Jerry White (University of Alberta)


Writing in his 1994 essay “The National,” Paul Willemen asserts that “it must be acknowledged that comparative studies in cinema do not as yet exist. What is worse, given the current insufferably ethnocentric bias of film theory, it may well be a while before this urgently needed discipline of comparative cinema studies displaces the kind of film studies currently being inflicted university and college students” (Looks and Frictions [London: British Film Institute, 1994], 207).

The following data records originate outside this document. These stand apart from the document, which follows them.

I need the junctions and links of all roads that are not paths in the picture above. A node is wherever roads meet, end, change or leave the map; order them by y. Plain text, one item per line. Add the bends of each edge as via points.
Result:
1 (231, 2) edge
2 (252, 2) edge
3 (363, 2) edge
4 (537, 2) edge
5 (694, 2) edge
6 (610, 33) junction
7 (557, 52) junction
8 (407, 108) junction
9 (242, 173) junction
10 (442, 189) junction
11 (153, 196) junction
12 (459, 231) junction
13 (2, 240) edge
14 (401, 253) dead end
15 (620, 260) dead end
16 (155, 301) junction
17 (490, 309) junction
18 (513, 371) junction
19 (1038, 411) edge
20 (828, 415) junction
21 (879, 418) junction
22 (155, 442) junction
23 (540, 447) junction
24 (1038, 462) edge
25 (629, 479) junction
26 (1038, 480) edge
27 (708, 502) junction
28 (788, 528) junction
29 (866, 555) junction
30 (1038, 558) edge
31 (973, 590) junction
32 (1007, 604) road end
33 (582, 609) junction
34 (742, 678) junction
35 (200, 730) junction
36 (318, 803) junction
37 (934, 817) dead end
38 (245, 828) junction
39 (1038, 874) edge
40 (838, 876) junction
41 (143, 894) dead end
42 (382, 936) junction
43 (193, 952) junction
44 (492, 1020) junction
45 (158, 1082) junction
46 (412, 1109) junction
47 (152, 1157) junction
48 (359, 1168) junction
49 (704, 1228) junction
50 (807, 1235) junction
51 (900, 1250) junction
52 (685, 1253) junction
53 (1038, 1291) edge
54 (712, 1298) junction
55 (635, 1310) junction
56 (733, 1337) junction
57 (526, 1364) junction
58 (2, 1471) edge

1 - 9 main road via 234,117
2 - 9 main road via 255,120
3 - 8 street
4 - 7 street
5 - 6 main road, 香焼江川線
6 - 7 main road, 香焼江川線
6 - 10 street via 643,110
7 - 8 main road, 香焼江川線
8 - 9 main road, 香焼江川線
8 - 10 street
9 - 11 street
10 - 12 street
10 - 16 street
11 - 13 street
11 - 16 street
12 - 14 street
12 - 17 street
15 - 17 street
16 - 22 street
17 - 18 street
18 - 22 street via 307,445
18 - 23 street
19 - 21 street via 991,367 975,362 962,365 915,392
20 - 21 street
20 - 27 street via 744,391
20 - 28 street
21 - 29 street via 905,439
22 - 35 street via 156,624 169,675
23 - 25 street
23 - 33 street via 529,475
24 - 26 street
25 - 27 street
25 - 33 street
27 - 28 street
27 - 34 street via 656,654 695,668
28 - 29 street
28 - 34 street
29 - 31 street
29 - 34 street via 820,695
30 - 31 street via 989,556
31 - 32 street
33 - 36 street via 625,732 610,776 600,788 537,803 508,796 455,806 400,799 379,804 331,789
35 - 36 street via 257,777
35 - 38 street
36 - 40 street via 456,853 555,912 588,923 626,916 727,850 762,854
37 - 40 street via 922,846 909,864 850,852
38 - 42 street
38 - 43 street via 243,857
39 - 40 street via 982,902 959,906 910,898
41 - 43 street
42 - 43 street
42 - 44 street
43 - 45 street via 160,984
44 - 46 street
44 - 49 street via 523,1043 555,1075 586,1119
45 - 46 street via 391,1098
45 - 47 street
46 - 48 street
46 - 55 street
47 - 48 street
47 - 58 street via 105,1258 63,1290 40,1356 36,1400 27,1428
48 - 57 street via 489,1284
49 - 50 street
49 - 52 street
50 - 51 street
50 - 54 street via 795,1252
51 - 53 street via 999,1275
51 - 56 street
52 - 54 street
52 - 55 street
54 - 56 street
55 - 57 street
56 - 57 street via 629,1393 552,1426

Although matters have improved considerably over the past decade in terms of opening up the canon of world cinema – films from Asia, Africa, and indeed the Caribbean are more available than ever before – the theoretical situation remains much the same as what Willemen so provocatively denounced. I would propose that one way towards displacing this kind of film studies is to integrate Édouard Glissant’s work into our understanding of contemporary world cinema.

Although I will range freely over Glissant’s considerable œuvre, my paper will pay special attention to the ways in which film scholars could benefit from his masterpiece – Le Discours Antillais (1981) – an important and much more accessible work – Introduction á une poetique du divers (1995) – and a recent, shorter but still very useful work – Quand les murs tombent: L’identité nationale hors-la-loi? (w/Patrick Chamoiseau, 2007). I will also use the work of Haitian filmmaker Raoul Peck – especially Lumumba: la mort du prophète (1992) and L’homme sur les quais (1993) – as examples of where a Glissantian understanding of cinema is especially fruitful.

In short, I will try to explain the ways that key Glissantian concepts such as le divers, le tout-monde, and “le monde se créolise” can help move film scholars beyond simplistic conceptions of “National Cinema.” Glissant is someone whose explanations of cultural mixture and flow are indispensible to understanding the contemporary condition and to finding a new, more just and progressive form of internationalism than the current American-led version of globalisation that we seem stuck with. Film scholars could benefit enormously from his work, and from a more “Caribbean-centric” perspective generally.

Film Studies, I believe, very badly needs to “Go Caribbean.”